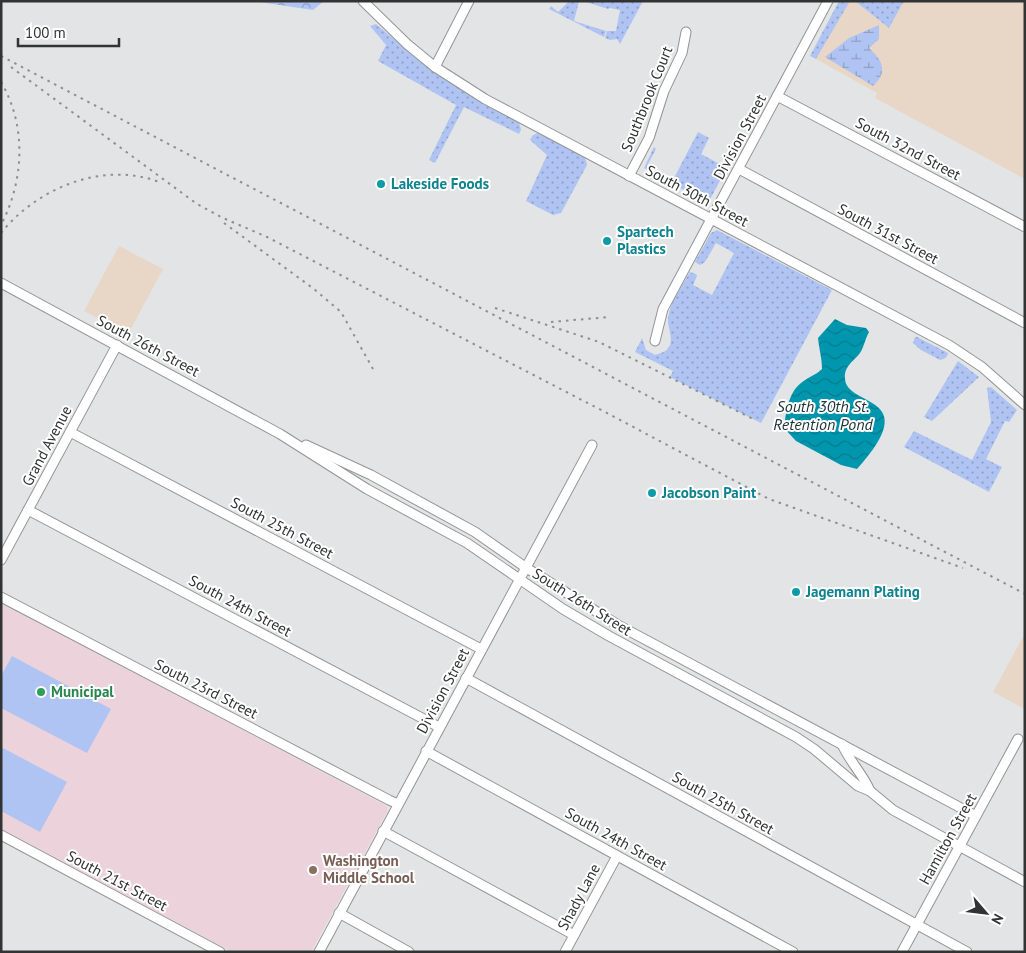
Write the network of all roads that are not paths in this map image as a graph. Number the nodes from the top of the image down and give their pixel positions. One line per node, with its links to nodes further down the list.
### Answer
1 (363, 1): 5 (street, South 30th Street)
2 (469, 1): 5 (street)
3 (828, 1): 6 (street, Division Street)
4 (686, 32): 8 (street, Southbrook Court)
5 (435, 66): 8 (street, South 30th Street)
6 (778, 96): 7 (street, Division Street); 10 (street, South 32nd Street)
7 (739, 170): 9 (street, Division Street); 12 (street, South 31st Street)
8 (629, 176): 9 (street, South 30th Street)
9 (712, 219): 13 (street, Division Street); 15 (street, South 30th Street)
10 (1025, 227)
11 (1, 282): 14 (street, South 26th Street)
12 (1025, 323)
13 (656, 341)
14 (117, 344): 16 (street, Grand Avenue); 17 (street, South 26th Street)
15 (1025, 405)
16 (70, 432): 19 (street, Grand Avenue); 24 (street, South 25th Street)
17 (280, 434): 21 (street, South 26th Street); 22 (street, South 26th Street)
18 (592, 444): 21 (street, Division Street)
19 (28, 510): 20 (street, Grand Avenue); 26 (street, South 24th Street)
20 (1, 560)
21 (525, 567): 22 (street, Division Street); 28 (street, South 26th Street)
22 (519, 579): 24 (street, Division Street); 30 (street, South 26th Street)
23 (1, 597): 31 (street, South 23rd Street)
24 (481, 649): 25 (street, Division Street)
25 (466, 678): 26 (street, Division Street); 39 (street, South 25th Street)
26 (439, 727): 29 (street, Division Street)
27 (1018, 739): 32 (street, Hamilton Street)
28 (842, 744): 30 (street, South 26th Street); 32 (street, South 26th Street)
29 (426, 751): 31 (street, Division Street); 36 (street, South 24th Street)
30 (870, 791): 35 (street, South 26th Street)
31 (398, 804): 33 (street, Division Street)
32 (976, 816): 35 (street, Hamilton Street)
33 (383, 831): 38 (street, Division Street); 40 (street)
34 (1, 835): 41 (street, South 21st Street)
35 (959, 846): 37 (street, South 26th Street); 39 (street, Hamilton Street)
36 (617, 856): 40 (street, Shady Lane); 45 (street, South 24th Street)
37 (1025, 882)
38 (339, 913): 42 (street, Division Street); 43 (street)
39 (917, 924): 46 (street, Hamilton Street); 47 (street, South 25th Street)
40 (574, 935): 44 (street, Shady Lane)
41 (220, 952)
42 (319, 952)
43 (409, 952)
44 (565, 952)
45 (793, 952)
46 (902, 952)
47 (966, 952)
== == ==
#### Your assignment
Within the entries above, find each line where "Avenue" appears; copy every one.

#### Finished task
14 (117, 344): 16 (street, Grand Avenue); 17 (street, South 26th Street)
16 (70, 432): 19 (street, Grand Avenue); 24 (street, South 25th Street)
19 (28, 510): 20 (street, Grand Avenue); 26 (street, South 24th Street)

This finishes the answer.